Problem to solve
What you produce should be an exact transcription of the data, minus any pictures.

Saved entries

******************************

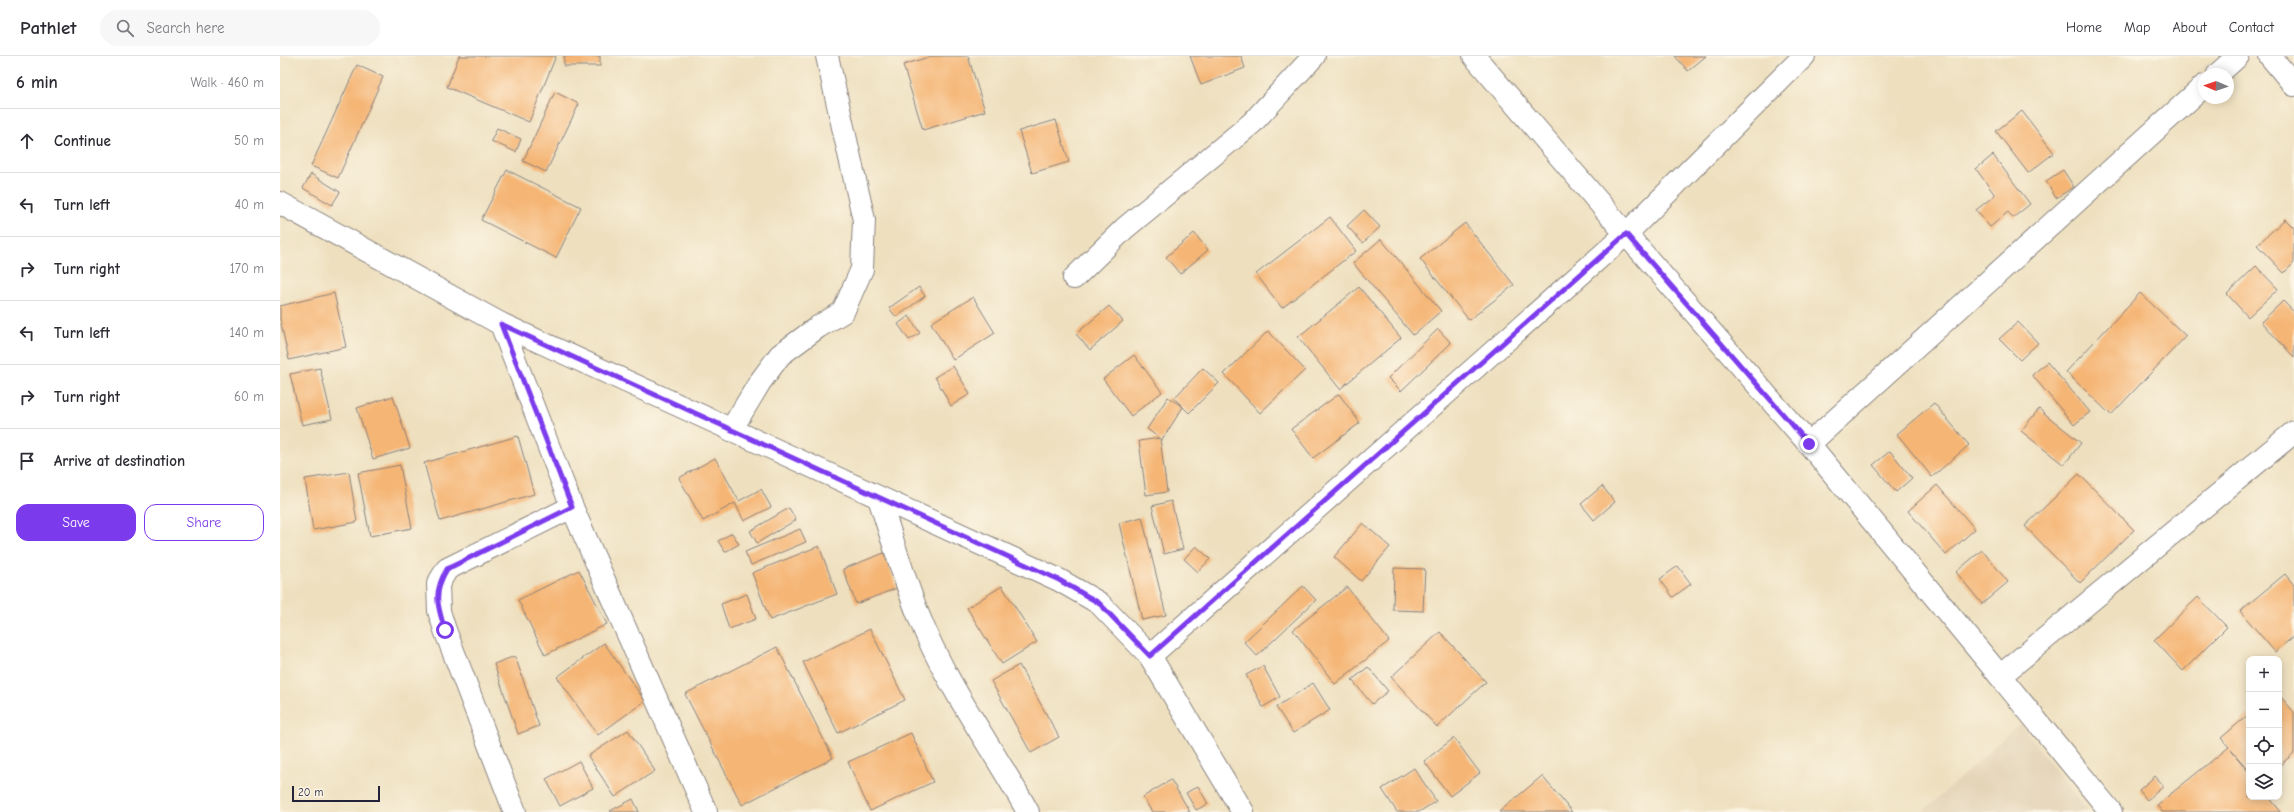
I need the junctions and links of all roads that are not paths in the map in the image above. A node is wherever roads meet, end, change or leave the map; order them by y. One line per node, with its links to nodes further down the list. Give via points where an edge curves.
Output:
1 (827, 56): 14 (street, via 864,220 862,269 842,312 780,355)
2 (1314, 56): 12 (street, via 1252,123 1125,228)
3 (1474, 56): 11 (street)
4 (1804, 56): 11 (street)
5 (2238, 56): 7 (street)
6 (2270, 56): 8 (street)
7 (2225, 68)
8 (2294, 85)
9 (2198, 91): 16 (street)
10 (280, 203): 13 (street)
11 (1626, 234): 16 (street); 19 (street)
12 (1074, 278)
13 (501, 324): 14 (street); 18 (street)
14 (731, 430): 17 (street)
15 (2294, 432): 20 (street)
16 (1809, 444): 20 (street)
17 (879, 498): 19 (street, via 1059,580 1099,603); 23 (street, via 920,619 947,674)
18 (572, 507): 21 (street, via 447,569 438,584 439,611 445,630); 22 (street)
19 (1150, 656): 24 (street)
20 (2000, 676): 25 (street)
21 (515, 812)
22 (706, 812)
23 (1028, 812)
24 (1243, 812)
25 (2111, 812)

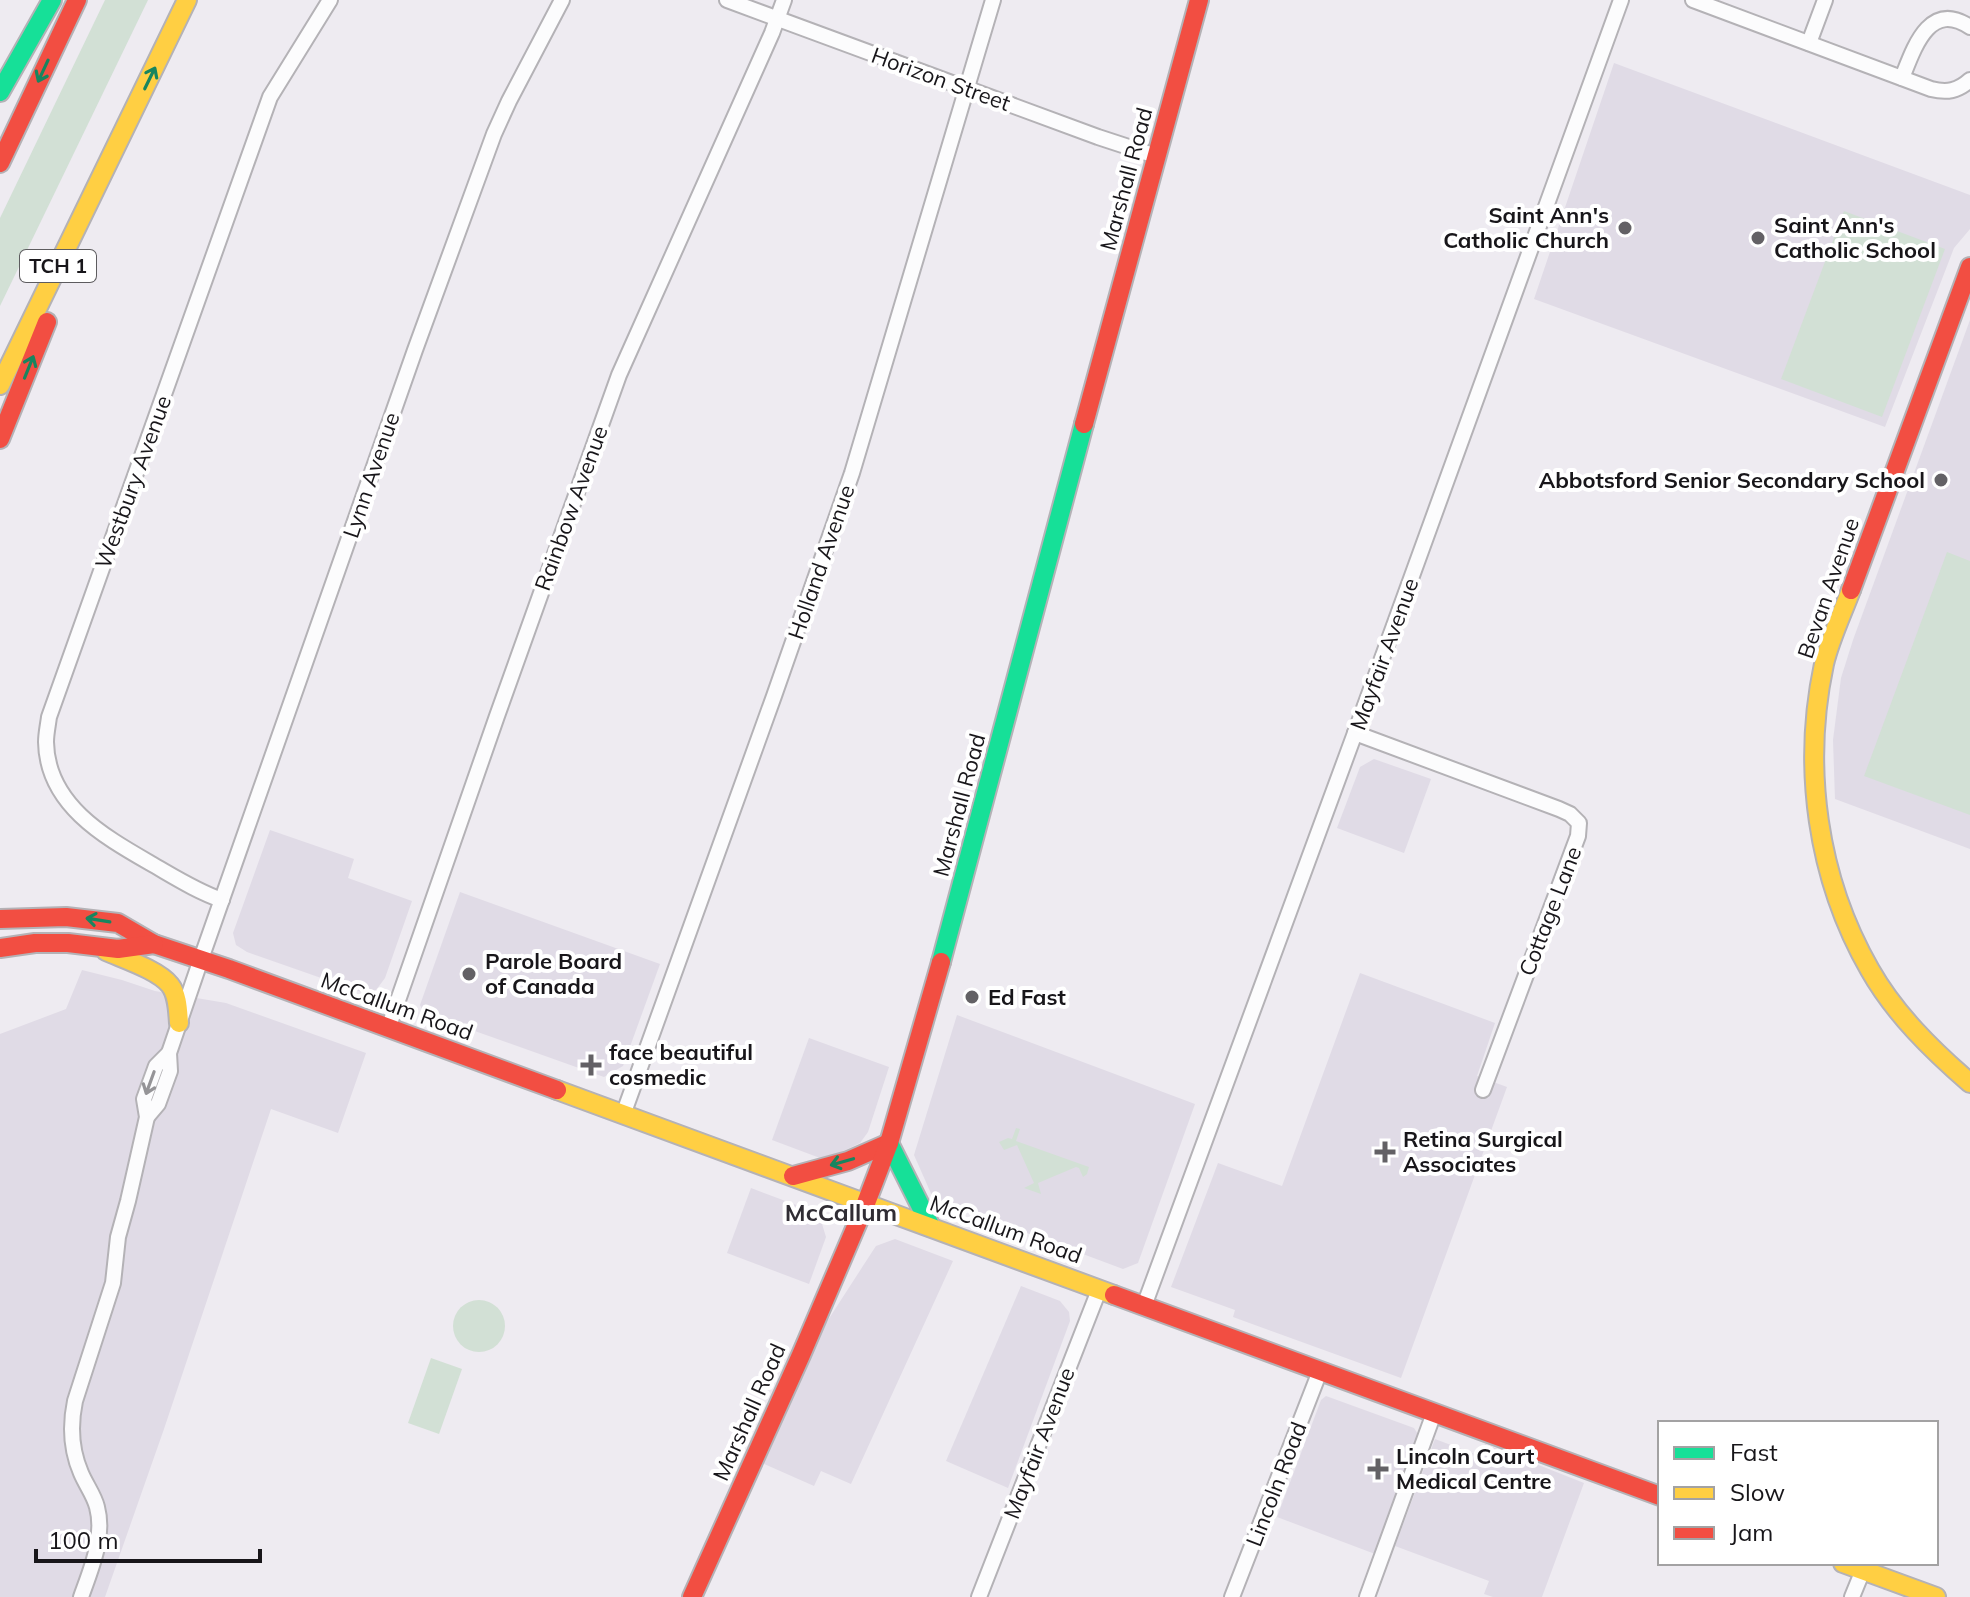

******************************

Result below
I need the junctions and links of all roads that are not paths in the map in the image above. A node is wherever roads meet, end, change or leave the map; order them by y. One line per node, with its links to nodes further down the list. Give via points where an edge curves.
Output:
1 (827, 56): 14 (street, via 864,220 862,269 842,312 780,355)
2 (1314, 56): 12 (street, via 1252,123 1125,228)
3 (1474, 56): 11 (street)
4 (1804, 56): 11 (street)
5 (2238, 56): 7 (street)
6 (2270, 56): 8 (street)
7 (2225, 68)
8 (2294, 85)
9 (2198, 91): 16 (street)
10 (280, 203): 13 (street)
11 (1626, 234): 16 (street); 19 (street)
12 (1074, 278)
13 (501, 324): 14 (street); 18 (street)
14 (731, 430): 17 (street)
15 (2294, 432): 20 (street)
16 (1809, 444): 20 (street)
17 (879, 498): 19 (street, via 1059,580 1099,603); 23 (street, via 920,619 947,674)
18 (572, 507): 21 (street, via 447,569 438,584 439,611 445,630); 22 (street)
19 (1150, 656): 24 (street)
20 (2000, 676): 25 (street)
21 (515, 812)
22 (706, 812)
23 (1028, 812)
24 (1243, 812)
25 (2111, 812)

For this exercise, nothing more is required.